Interview with Andrea Russo about his last photo exhibition the BLNKDZ #meettheberlinkids

Cristina Benzi: Where did you take the first picture in Berlin?

Andrea Russo: Beelitz, the infamous abandoned hospital on an autumn day, when it was still an off-the-beaten-track urbex paradise. It was literally awesome!

CB: How did you develop your interest in photography?

AR: Kinda just for fun. I was always interested in art and needed to do something creative in my life.

Everything started with a cheap Lomo camera. It was 2010, I went to New York with my brother and I just

got given a Diana mini. It was literally a piece of plastic and it was not supposed to take incredible pictures.

To be honest, I also didn’t have a clue about photography. I had never done any photography course or looked into it.

I basically learned from my mistakes (that’s what I still do!). Anyway, I took a few pictures during this trip, but I still had the feeling that something was missing.

When I went back home and spring and summer came, I carried on using it, but this time around I focused on portraits of my friends and then-girlfriend, who soon became my muse. Everywhere we went, I carried the camera with me an didn’t miss a chance to shoot. Back then I was experimenting way more that I am currently doing. Guess I was trying to explore this world that I knew so little about and understand what I fancied the most about it.

Shortly after, I decided to sign up into Lomography’s online analogue community and started to upload those first attempts. The reaction I got caught me by surprise: not only people liked my pictures, but Lomography itself started to use some of them to advertise their products.

When I graduated my friends bought me a medium format camera, a Lubitel 166+, and that’s when I sort of realized that photography could become more than just an experimental game.


CB: What has inspired you to create The BLNKDZ?

AR: My friends and the city are the biggest inspirations. I just noticed that all my friends have something special. They might have different backgrounds, jobs and goals in life, and quite different personalities but they all share one thing: a positive, brave, open minded, empowering and inspiring approach to life. And I really do believe that this is made possible by the city we call home, Berlin, which seems to relentlessly attract this kind of personalities. Here you can find a free atmosphere, you have the chance to dig deeper inside of you, try out things, express yourself, say out loud how you feel, and eventually just be who you are.

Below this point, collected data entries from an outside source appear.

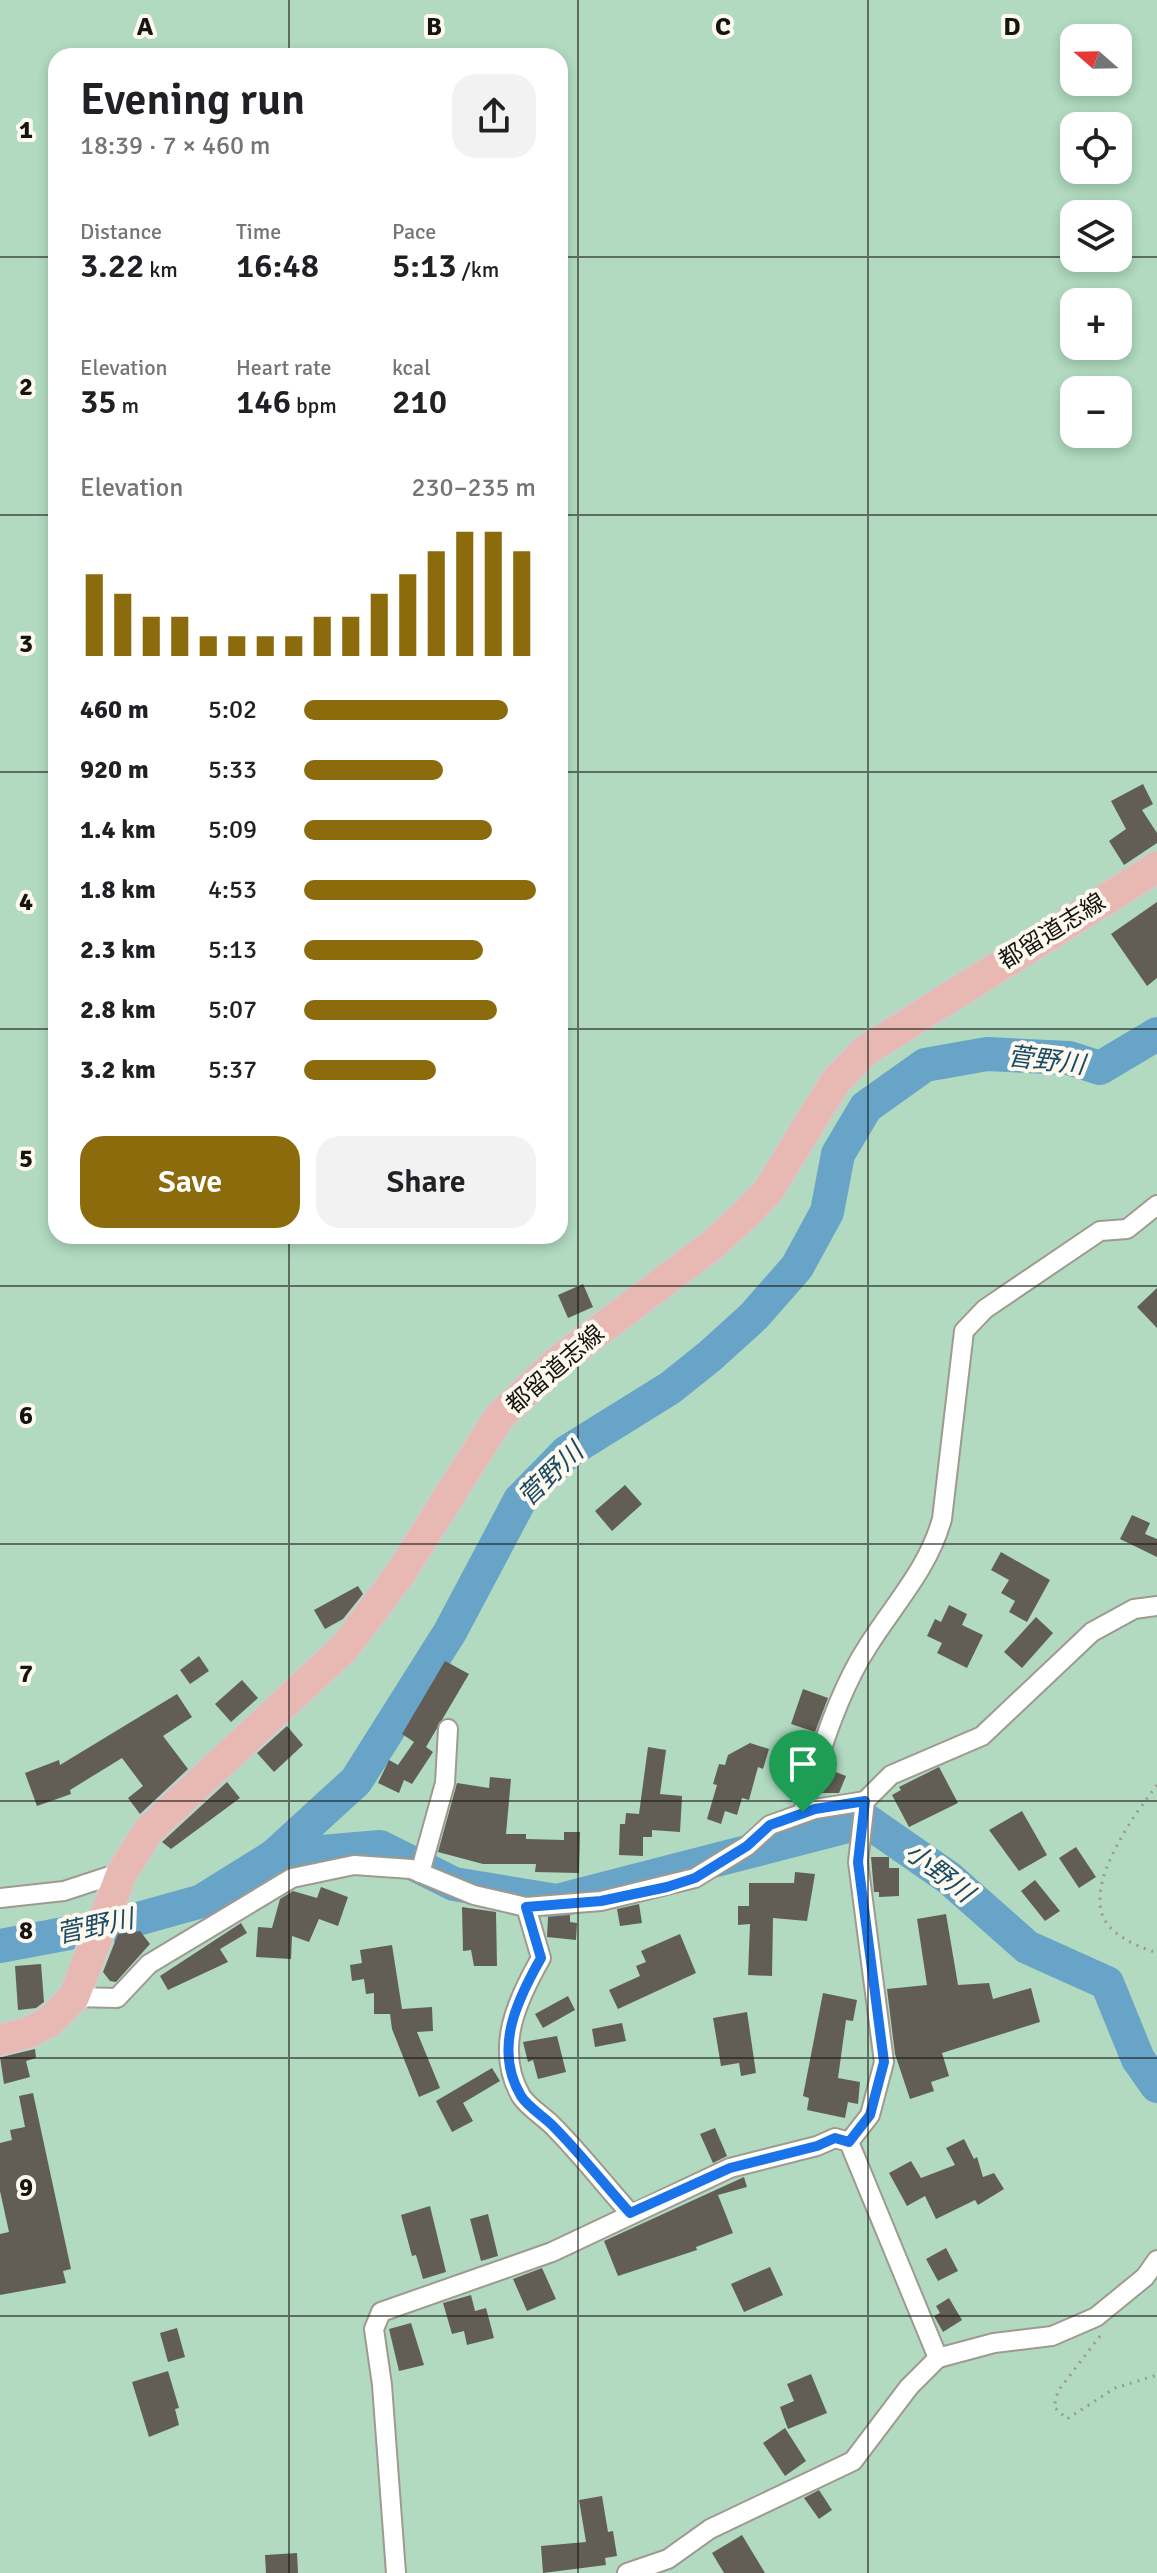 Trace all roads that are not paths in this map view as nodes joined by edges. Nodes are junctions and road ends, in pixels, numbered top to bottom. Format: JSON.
{"nodes":[{"id":1,"x":1157,"y":867,"type":"edge"},
{"id":2,"x":1157,"y":1205,"type":"edge"},
{"id":3,"x":1157,"y":1606,"type":"edge"},
{"id":4,"x":448,"y":1729,"type":"dead end"},
{"id":5,"x":865,"y":1801,"type":"junction"},
{"id":6,"x":803,"y":1812,"type":"junction"},
{"id":7,"x":122,"y":1872,"type":"junction"},
{"id":8,"x":420,"y":1873,"type":"junction"},
{"id":9,"x":0,"y":1898,"type":"edge"},
{"id":10,"x":526,"y":1907,"type":"junction"},
{"id":11,"x":74,"y":1997,"type":"junction"},
{"id":12,"x":0,"y":2040,"type":"edge"},
{"id":13,"x":849,"y":2142,"type":"junction"},
{"id":14,"x":630,"y":2213,"type":"junction"},
{"id":15,"x":1157,"y":2260,"type":"edge"},
{"id":16,"x":938,"y":2358,"type":"junction"},
{"id":17,"x":396,"y":2573,"type":"edge"},
{"id":18,"x":627,"y":2573,"type":"edge"}],
"edges":[{"from":1,"to":7,"type":"main road","name":"都留道志線"},
{"from":2,"to":6,"type":"street"},
{"from":3,"to":5,"type":"street"},
{"from":4,"to":8,"type":"street"},
{"from":5,"to":6,"type":"street"},
{"from":5,"to":13,"type":"street"},
{"from":6,"to":10,"type":"street"},
{"from":7,"to":9,"type":"street"},
{"from":7,"to":11,"type":"main road","name":"都留道志線"},
{"from":8,"to":10,"type":"street"},
{"from":8,"to":11,"type":"street"},
{"from":10,"to":14,"type":"street"},
{"from":11,"to":12,"type":"main road","name":"都留道志線"},
{"from":13,"to":14,"type":"street"},
{"from":13,"to":16,"type":"street"},
{"from":14,"to":17,"type":"street"},
{"from":15,"to":16,"type":"street"},
{"from":16,"to":18,"type":"street"}]}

So yes, I’m constantly inspired by who they are and I know that others can feel the same as I do. That’s quite how the project started.


CB: On this exhibition you haven´t got just only photos, there is also a statement. What did your friends said on theirs?

AR: They are very interesting but also very different, and not necessarily related to Berlin. I actually didn’t push for one direction or another when I asked for a caption. I was very curious to see what they could come up with. And the outcome was great. From self acceptance, to finding a passion, to rebelling to a macho society, Russian superstitions, the creative process, dealing with your life after turning thirty… Of course there are also a few captions about this city. About a love-hate relationship with

Berlin, being born and raised in such a desired and discussed place, about its role in finding or losing yourself…

CB: It would be interesting to know if you develop/scan/print the pictures yourself.

AR: No, I don’t. After blaming for years the fact that I was moving too often to put a small lab together, I had to admit to myself that I actually didn’t care about that part. I  prefer to focus on connecting with people, taking pictures, coming up with projects and write about them.

CB: You also made a BLNKDZ book. How was it?

AR: I felt like I couldn’t print for the exhibition all the captions the “kids” wrote or all of their Q&A. Too many words on a white wall might have appeared intimidating rather than stimulating so I had to make a selection and just hang one for each “kid”.

The book looked to me like a perfect answer and also allowed me to show more of the portraits I took.


CB: Do you have new projects coming up on mind?

AR: To be fair, I simply love to take portraits and to connect with people. I absolutely like how, most of the times,  the intimacy and reciprocal trust achieved during a session can be the start of a friendship or make a bond even stronger.

This said, I’m also a big fan of traveling. This keeps me going in life probably as much as as the creative process.

Because it pushes me out of my comfort zone and forces me to look at things with brand new eyes. It taught me to see the beauty in the smallest details and appreciate the uniqueness of some moments. If with portraits I’m very much in control, when I’m traveling I allow myself to be more spontaneous.